Association of intra‐tumoral tumour‐infiltrating lymphocytes and neutrophil‐to‐lymphocyte ratio is an independent prognostic factor in non‐small cell lung cancer
Author(s) -
Dirican Nigar,
Karakaya Yeliz Arman,
Gunes Sedat,
Daloglu Ferah Tuncel,
Dirican Ahmet
Publication year - 2017
Publication title -
the clinical respiratory journal
Language(s) - English
Resource type - Journals
SCImago Journal Rank - 0.789
H-Index - 33
eISSN - 1752-699X
pISSN - 1752-6981
DOI - 10.1111/crj.12417
Subject(s) - medicine , tumor infiltrating lymphocytes , lung cancer , h&e stain , cd5 , pathology , stage (stratigraphy) , cd3 , oncology , lymphovascular invasion , lymphocyte , cluster of differentiation , lymph node , immunohistochemistry , metastasis , cancer , immunology , cd8 , cell , immune system , lymphoma , biology , immunotherapy , paleontology , genetics
Background Studies suggest that tumour‐infiltrating lymphocytes (TILs) and inflammation markers have independent roles in non‐small cell lung cancer (NSCLC), but the relationship between the two pronostic factors remains unclear.

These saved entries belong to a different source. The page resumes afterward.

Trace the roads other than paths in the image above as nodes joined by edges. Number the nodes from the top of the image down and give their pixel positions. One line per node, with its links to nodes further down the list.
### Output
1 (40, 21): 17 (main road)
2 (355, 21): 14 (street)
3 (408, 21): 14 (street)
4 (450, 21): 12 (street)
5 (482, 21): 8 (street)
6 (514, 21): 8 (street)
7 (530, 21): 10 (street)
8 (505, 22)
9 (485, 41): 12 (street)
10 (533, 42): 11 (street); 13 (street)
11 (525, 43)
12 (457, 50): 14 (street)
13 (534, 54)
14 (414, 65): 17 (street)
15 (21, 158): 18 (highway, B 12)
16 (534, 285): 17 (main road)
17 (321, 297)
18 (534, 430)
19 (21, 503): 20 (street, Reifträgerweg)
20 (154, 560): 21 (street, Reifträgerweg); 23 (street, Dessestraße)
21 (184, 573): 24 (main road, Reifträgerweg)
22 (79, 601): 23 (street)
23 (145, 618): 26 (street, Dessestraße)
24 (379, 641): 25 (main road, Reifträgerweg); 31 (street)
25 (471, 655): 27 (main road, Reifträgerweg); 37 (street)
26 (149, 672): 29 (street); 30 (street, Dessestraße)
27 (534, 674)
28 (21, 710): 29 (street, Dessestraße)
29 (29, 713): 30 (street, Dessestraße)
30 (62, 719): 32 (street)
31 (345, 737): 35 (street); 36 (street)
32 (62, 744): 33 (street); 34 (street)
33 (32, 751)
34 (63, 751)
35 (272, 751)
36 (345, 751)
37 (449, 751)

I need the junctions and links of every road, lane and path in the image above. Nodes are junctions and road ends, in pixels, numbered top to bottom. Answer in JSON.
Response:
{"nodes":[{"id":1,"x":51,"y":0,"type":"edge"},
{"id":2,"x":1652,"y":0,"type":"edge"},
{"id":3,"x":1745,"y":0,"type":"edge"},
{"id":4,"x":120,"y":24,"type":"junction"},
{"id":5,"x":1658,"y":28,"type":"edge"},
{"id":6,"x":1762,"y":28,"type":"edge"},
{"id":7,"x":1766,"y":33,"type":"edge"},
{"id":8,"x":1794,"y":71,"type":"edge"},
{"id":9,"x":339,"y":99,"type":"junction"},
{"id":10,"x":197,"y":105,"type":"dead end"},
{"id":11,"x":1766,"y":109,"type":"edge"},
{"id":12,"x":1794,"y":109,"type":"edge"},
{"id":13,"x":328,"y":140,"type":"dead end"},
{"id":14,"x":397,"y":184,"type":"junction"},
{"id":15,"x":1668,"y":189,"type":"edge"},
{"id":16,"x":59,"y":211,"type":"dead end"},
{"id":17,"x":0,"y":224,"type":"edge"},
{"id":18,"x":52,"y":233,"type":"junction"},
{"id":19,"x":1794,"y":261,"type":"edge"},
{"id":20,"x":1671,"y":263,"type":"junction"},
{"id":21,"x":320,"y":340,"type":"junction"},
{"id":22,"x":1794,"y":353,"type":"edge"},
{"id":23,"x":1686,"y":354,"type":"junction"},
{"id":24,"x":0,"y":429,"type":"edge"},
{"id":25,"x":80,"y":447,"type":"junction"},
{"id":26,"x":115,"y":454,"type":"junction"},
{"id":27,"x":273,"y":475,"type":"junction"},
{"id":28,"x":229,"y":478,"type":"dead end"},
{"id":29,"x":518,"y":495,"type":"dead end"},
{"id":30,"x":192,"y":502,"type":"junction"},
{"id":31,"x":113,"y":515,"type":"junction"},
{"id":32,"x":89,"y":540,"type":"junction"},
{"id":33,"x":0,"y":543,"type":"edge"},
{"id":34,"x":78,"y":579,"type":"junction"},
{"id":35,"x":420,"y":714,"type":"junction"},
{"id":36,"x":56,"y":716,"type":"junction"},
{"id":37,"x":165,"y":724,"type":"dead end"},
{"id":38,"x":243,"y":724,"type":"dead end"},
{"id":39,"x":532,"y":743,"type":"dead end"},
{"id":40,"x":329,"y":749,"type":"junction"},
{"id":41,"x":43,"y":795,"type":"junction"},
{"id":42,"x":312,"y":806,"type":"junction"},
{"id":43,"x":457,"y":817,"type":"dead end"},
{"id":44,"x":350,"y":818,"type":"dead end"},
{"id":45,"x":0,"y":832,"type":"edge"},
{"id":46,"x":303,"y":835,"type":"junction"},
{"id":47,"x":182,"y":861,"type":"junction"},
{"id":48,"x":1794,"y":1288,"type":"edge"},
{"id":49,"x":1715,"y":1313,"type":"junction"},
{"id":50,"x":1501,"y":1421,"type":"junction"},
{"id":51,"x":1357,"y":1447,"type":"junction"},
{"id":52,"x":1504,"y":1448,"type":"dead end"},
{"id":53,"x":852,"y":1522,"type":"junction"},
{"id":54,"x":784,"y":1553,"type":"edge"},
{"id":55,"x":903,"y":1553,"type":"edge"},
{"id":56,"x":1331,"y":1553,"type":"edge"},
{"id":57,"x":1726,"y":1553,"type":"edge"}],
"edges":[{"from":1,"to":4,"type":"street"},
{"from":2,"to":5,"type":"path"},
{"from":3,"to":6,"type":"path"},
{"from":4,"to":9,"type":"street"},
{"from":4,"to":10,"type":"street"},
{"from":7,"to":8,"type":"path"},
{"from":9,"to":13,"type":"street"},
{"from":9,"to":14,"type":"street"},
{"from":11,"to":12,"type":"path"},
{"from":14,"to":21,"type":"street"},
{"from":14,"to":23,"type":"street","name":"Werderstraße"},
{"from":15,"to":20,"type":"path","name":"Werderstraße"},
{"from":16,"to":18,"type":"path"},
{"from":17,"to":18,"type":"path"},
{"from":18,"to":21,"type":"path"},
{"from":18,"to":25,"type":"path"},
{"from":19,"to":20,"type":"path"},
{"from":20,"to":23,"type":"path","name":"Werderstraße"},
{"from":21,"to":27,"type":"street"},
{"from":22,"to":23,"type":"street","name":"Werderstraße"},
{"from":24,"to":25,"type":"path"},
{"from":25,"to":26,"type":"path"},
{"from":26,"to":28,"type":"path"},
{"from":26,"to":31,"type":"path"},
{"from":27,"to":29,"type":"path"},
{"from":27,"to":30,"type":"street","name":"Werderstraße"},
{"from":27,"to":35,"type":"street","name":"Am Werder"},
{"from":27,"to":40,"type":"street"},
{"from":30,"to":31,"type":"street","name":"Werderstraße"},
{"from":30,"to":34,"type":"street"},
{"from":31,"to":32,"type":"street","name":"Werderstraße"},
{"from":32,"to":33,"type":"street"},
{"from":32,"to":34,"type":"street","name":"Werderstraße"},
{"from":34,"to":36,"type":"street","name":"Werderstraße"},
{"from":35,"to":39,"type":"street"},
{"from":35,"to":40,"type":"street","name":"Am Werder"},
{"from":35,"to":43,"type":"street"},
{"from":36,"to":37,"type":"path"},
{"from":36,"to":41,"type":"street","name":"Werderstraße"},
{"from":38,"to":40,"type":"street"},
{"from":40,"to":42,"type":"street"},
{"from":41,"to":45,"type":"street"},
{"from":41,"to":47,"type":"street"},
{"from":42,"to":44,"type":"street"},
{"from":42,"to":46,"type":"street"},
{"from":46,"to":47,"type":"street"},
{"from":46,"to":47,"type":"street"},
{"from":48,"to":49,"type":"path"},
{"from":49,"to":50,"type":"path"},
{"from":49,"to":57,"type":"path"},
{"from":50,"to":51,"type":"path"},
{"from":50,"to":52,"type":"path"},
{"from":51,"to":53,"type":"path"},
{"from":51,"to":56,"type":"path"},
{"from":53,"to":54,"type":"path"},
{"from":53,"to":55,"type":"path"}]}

In this study, we investigated TILs and inflammation markers in with patients advanced stage NSCLC and assessed the association of their levels with prognosis. Materials and Methods TILs were evaluated by immunohistochemical staining for cluster of differentiation 3 (CD3) and cluster of differentiation 5 (CD5) and by hematoxylin and eosin staining for non‐specific lymphocyte. We investigated the localisation pattern of TILs in advanced stage NSCLC. We divided all cases into two groups: TILs‐high and TILs‐low groups, by 75th percentile of the population of. In our study, inflammation markers were assessed by C‐reactive protein ( CRP) and the neutrophil‐to‐lymphocyte ratio (NLR). Results The results showed that the presence of intra‐tumoral high CD3 + and low CD5 + were an independent prognostic factor for overall survival (respectively, P = 0.022 and P = 0.025). Moreover, the high NLR and serum high CRP levels were associated with poor survival (respectively, P = 0.008; P = 0.027). In multi‐variate survival analysis, the high CD3 + , low CD5 + , high NLR, tumour node metastasis (TNM) stage, depth of tumour invasion and lymph node metastasis remained independent prognostic factors (respectively, P = 0.018, P = 0.020, P = 0.024, P = 0.038, P = 0.020 and P = 0.047).The high NLR was detected negative correlation with intra‐tumoral CD3 + and positive correlation with intra‐tumoral CD5 + (respectively, r = −0.623, P = 0.012; r = 0.628, P = 0.028). Conclusions This study is first report demonstrating the prognostic value of intra‐tumoral low CD5 + with NSCLC. Increased CD3 + and low CD5 + was observed in patients with poor prognosis; the two molecules were correlated with NLR, suggesting that inflammation might be used as improve therapeutic efficacy to immunotherapy for advanced NSCLC.